Stored data:
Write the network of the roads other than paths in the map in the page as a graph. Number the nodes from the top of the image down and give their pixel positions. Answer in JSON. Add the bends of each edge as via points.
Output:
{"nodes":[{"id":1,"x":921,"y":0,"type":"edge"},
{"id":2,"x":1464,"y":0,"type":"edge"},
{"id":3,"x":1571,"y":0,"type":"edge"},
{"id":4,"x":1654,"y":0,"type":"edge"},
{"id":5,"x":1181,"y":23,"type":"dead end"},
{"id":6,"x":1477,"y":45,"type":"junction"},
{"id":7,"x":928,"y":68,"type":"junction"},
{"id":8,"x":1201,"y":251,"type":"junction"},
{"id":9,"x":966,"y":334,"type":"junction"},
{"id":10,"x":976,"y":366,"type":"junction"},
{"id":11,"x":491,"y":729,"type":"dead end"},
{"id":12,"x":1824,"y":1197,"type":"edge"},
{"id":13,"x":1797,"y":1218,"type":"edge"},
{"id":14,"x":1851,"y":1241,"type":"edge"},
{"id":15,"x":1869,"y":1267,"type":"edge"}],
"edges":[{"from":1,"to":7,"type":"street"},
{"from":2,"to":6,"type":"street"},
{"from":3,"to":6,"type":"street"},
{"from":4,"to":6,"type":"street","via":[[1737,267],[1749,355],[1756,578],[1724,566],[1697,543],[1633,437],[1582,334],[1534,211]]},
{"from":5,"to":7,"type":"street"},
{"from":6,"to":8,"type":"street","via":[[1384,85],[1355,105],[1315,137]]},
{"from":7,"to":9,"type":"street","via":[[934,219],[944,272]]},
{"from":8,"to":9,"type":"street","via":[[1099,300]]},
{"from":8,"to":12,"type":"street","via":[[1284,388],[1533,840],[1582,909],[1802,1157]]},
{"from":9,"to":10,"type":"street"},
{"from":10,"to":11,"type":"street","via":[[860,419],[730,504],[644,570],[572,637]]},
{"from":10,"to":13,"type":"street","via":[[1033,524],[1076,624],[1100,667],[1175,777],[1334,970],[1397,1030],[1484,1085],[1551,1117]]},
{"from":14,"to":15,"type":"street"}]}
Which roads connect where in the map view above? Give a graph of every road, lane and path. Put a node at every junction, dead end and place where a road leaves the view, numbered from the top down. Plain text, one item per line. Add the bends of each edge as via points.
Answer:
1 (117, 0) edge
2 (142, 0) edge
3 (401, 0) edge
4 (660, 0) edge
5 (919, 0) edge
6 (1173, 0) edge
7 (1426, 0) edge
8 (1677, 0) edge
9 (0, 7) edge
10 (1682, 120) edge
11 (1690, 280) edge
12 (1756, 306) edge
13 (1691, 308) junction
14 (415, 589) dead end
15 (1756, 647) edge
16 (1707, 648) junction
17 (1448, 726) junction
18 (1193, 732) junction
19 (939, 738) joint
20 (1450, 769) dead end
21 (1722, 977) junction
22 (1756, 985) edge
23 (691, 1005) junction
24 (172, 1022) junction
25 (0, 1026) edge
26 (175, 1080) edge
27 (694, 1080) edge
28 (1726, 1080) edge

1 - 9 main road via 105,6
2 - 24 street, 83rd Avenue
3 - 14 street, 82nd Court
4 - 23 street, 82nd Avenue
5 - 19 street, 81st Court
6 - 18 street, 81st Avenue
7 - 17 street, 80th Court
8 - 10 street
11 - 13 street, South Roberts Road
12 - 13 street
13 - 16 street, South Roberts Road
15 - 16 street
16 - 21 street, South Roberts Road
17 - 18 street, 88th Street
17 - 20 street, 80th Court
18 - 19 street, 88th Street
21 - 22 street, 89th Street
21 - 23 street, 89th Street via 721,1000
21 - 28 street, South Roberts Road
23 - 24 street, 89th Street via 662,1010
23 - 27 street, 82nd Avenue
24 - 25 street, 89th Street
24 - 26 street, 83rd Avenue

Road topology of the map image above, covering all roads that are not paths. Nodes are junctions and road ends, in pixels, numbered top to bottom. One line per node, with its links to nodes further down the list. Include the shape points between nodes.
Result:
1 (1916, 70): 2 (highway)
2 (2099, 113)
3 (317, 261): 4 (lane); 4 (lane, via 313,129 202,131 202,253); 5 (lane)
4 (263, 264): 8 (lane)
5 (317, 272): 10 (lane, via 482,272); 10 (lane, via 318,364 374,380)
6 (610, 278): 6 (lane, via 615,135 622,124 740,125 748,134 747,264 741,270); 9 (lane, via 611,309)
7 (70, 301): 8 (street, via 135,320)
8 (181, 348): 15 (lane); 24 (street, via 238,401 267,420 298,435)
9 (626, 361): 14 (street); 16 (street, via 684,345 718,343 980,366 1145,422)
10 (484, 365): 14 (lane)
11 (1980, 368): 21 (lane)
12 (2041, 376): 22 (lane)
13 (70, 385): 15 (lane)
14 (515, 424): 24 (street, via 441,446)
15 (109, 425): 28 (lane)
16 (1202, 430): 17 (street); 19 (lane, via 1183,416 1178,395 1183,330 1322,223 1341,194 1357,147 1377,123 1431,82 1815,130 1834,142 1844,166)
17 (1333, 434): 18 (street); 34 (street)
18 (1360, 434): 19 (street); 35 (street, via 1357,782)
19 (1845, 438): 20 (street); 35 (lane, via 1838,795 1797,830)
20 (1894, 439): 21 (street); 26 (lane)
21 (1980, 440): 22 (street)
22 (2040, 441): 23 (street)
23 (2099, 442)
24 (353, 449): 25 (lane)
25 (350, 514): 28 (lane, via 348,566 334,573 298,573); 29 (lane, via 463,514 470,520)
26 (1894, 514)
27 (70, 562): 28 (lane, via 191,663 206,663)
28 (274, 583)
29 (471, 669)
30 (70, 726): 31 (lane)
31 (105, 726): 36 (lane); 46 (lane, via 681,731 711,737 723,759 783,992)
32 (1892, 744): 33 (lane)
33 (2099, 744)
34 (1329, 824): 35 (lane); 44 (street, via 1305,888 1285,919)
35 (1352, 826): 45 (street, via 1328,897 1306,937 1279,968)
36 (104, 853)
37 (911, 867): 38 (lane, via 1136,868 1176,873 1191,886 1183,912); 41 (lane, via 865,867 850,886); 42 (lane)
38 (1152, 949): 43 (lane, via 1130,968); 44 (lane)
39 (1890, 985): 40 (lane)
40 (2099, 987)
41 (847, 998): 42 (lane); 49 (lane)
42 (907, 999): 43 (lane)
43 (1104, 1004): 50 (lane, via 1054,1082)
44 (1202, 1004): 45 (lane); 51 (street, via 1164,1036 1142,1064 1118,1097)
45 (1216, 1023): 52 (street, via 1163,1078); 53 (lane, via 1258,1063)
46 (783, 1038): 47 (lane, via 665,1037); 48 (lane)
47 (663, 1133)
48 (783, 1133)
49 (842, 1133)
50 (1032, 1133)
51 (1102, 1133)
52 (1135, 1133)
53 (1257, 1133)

**Your goal**
When a line in the data contains "Court", return it as written.

**Solved exercise**
3 - 14 street, 82nd Court
5 - 19 street, 81st Court
7 - 17 street, 80th Court
17 - 20 street, 80th Court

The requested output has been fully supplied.